2.2. PCSK9 ELISA

Blood samples were collected from 12 to 24 h after the admission of the patients to the intensive care unit. EDTA was used as the anticoagulant, and the plasma was subsequently prepared. The human PCSK9 DuoSet ELISA (R&D Systems; Wiesbaden, Nordenstadt, Germany) was used as suggested by the provider (the dilution of plasma was 1:100). The capture antibody was diluted in phosphate-buffered saline (PBS) and was then used to coat a 96-well microplate. The sealed plate was incubated overnight at room temperature. The capture antibody was removed the following morning and the microplate was washed three times with PBS. Blocking was achieved by incubation with reagent dilution solution for 1 h at room temperature. After 3 times washing, 100 µL of the diluted plasma was added to the wells. A seven-point standard curve ranging from 125 pg/mL to 8000 pg/mL, respectively, was prepared and processed in parallel with the samples. Each standard sample and each blood sample was analyzed in duplicate and for calculations the mean values were used.
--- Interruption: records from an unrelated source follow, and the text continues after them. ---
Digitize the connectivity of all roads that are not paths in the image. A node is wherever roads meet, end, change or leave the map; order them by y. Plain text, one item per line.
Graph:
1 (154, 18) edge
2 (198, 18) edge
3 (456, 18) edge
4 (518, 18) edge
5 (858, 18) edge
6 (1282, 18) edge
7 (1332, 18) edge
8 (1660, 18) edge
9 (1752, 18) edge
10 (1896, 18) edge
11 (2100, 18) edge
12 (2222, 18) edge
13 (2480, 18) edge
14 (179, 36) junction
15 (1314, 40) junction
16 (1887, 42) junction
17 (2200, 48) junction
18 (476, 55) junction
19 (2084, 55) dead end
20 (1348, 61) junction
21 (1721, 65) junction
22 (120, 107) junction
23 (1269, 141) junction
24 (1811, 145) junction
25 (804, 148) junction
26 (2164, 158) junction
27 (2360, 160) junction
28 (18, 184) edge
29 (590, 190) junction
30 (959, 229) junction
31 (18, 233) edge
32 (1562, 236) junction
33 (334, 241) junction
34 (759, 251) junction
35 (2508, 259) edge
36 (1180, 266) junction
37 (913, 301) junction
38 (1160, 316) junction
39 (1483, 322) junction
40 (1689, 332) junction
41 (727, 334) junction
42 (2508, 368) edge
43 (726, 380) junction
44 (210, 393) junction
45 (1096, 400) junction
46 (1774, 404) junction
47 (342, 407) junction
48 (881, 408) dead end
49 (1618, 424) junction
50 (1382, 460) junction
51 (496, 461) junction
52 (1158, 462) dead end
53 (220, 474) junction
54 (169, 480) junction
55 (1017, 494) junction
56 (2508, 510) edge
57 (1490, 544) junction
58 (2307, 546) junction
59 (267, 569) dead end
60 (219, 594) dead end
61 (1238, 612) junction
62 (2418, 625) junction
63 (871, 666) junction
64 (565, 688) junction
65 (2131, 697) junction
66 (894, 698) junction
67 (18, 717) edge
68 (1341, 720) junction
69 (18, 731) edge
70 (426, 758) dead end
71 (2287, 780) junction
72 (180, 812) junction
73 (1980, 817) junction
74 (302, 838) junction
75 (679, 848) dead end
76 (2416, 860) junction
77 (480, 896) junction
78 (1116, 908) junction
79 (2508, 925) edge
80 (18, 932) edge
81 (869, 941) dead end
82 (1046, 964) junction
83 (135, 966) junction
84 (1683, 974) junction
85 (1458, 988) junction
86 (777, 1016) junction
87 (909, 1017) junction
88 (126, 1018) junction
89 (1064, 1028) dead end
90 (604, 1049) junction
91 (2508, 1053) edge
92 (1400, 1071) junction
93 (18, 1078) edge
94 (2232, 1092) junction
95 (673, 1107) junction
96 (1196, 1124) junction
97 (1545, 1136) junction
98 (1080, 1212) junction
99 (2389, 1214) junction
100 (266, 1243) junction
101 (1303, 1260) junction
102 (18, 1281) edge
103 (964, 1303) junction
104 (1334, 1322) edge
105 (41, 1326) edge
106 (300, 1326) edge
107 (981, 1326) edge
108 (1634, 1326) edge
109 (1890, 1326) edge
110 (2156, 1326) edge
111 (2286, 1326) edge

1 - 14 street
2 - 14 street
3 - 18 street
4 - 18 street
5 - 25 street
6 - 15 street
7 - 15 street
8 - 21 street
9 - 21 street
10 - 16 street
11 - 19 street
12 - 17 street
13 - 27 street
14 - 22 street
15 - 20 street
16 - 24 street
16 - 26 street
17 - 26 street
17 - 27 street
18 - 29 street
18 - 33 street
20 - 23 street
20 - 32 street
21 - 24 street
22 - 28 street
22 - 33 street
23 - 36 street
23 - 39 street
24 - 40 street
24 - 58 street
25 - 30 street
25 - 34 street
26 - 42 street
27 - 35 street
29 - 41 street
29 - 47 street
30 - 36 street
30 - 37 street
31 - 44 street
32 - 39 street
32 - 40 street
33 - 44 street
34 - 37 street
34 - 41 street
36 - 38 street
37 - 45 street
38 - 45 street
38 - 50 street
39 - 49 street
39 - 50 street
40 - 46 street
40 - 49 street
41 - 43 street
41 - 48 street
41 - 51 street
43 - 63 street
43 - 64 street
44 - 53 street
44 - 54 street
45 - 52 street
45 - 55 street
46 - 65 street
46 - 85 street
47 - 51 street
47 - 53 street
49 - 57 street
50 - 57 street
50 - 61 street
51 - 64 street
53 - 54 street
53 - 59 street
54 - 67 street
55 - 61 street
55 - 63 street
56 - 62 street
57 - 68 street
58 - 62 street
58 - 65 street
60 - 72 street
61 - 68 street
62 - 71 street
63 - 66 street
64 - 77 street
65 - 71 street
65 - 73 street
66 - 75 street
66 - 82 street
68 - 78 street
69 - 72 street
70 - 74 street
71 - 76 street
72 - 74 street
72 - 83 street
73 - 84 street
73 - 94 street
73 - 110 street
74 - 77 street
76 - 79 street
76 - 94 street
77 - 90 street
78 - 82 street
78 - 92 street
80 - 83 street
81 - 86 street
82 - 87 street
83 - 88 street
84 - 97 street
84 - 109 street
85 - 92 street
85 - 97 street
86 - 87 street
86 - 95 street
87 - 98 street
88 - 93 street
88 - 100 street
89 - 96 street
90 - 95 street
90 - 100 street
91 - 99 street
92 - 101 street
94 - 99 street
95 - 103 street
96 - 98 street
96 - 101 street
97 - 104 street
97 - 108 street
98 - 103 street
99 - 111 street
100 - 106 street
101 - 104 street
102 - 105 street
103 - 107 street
The covered microplate was incubated for 2 h at room temperature. After washing for three times the detection antibody was added, and the microplate was incubated for 2 h at room temperature and washed again. Then, the streptavidin-horse radish peroxidase solution was added for 20 min. After washing, the substrate solution was added and then incubated for 20 min in the dark. After adding the stop solution the optical density was measured at 450 nm. The wave length correction was set to 540 nm. The values of the blanks, which were wells treated identically as all other wells but without the addition of plasma, were subsequently subtracted.